Artista: Laurie Anderson
Titolo: Mister Heartbreak
Anno: 1984
Tracklist:
Sharkey's Day – 7:41 (testo e musica: Laurie Anderson)
Langue d'Amour – 6:12 (testo e musica: Laurie Anderson)
Gravity's Angel – 6:02 (testo e musica: Laurie Anderson)
Kokoku – 7:03 (testo e musica: Laurie Anderson)
Excellent Birds – 3:12 (testo e musica: Laurie Anderson, Peter Gabriel)
Blue Lagoon – 7:03 (testo e musica: Laurie Anderson)
Sharkey's Night – 2:29 (musica: Laurie Anderson / testo: William S. Burroughs)
Formazione:
Laurie Anderson – voce, violino, synclavier
Adrian Belew – chitarre
Bill Laswell – basso
David Van Tieghem – batteria, percussioni
Il gusto dell’avanguardia
Posso vedere il futuro, ed è un luogo.
Let X = X
Da che mondo è mondo, pop e sperimentazione intrattengono un balletto di impollinazioni incrociate. Si piacciono, si cercano, si corteggiano. Quando si uniscono, la musica che qualcuno per pregiudizio e/o spocchia considera “leggera” compie dei significativi balzi in avanti. Uno degli aspetti più intriganti di questa danza sta nella leggerezza, da intendere nell’accezione che le dava Italo Calvino, ovvero di un mezzo con il quale l’autore compie una sottrazione di peso. Il che, pressappoco, significa che forme più scorrevoli, anche se ispide e scontrose, facilitano la trasmissione delle idee.
Del resto, tra i pregi e i compiti dell’arte rientra un tentativo di raccontare il mondo cercando di stemperare la fatica di vivere, magari nel mentre si setaccia la modernità e ci si immagina un domani. A maggior ragione allorché il tempo è un elemento mutevole e più che mai soggetto alla percezione dell’individuo, qualcosa che, in un gioco di interazioni, ci plasma mentre ne restituiamo una visione che non è mai la stessa. Così, rileggendo il passato con le lenti del presente, capita di osservare l’avvenire che zampilla da dischi pubblicati decenni or sono.
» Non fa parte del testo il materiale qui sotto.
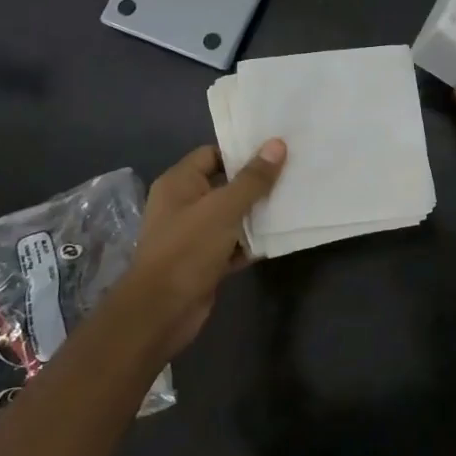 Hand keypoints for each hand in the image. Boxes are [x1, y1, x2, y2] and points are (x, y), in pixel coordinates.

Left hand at [112, 140, 286, 355]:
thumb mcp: (224, 208)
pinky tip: (279, 237)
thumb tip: (277, 144)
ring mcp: (194, 234)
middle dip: (256, 182)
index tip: (276, 151)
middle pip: (225, 184)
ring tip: (293, 200)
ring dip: (257, 213)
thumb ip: (253, 178)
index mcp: (179, 183)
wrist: (162, 311)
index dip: (242, 151)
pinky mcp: (205, 260)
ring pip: (232, 215)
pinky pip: (233, 243)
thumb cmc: (188, 249)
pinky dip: (252, 241)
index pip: (213, 154)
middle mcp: (184, 204)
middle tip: (293, 173) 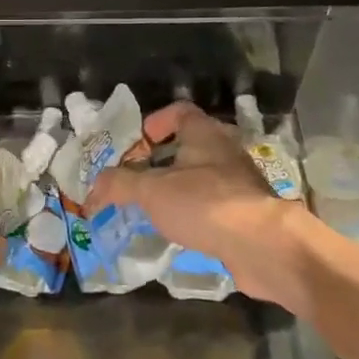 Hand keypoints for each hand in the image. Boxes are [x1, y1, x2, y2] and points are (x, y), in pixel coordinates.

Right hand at [84, 102, 313, 310]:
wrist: (265, 246)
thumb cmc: (205, 204)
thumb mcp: (152, 191)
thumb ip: (120, 185)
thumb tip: (93, 188)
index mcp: (204, 133)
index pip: (179, 111)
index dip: (154, 122)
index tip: (135, 145)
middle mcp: (224, 151)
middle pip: (188, 145)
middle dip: (160, 162)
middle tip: (135, 181)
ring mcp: (240, 182)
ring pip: (201, 177)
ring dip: (177, 190)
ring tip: (152, 210)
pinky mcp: (247, 212)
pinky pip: (214, 206)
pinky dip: (195, 214)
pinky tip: (179, 233)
L’arte autentica non invecchia e lo stesso vale in misura maggiore per le avanguardie. Basta dare un’occhiata allo sviluppo della popular music per rendersene conto e ricevere conferma di un altro aspetto fondamentale: chi è “avanti” rimane tale in eterno nella misura in cui si tiene strette le emozioni. Il cerchio si richiude sul pop, lo sperimentalismo e una catena d’oro che, da Joe Meek e Phil Spector, conduce a Brian Wilson e da lì a Revolver, a Syd Barrett, ai Velvet Underground, ai Can, ai Roxy Music, a Brian Eno, a David Bowie. Quanto ai visionari in difetto di popolarità, non possiamo incolparli se il mercato assorbe solo una certa misura di intelligenza e si arresta.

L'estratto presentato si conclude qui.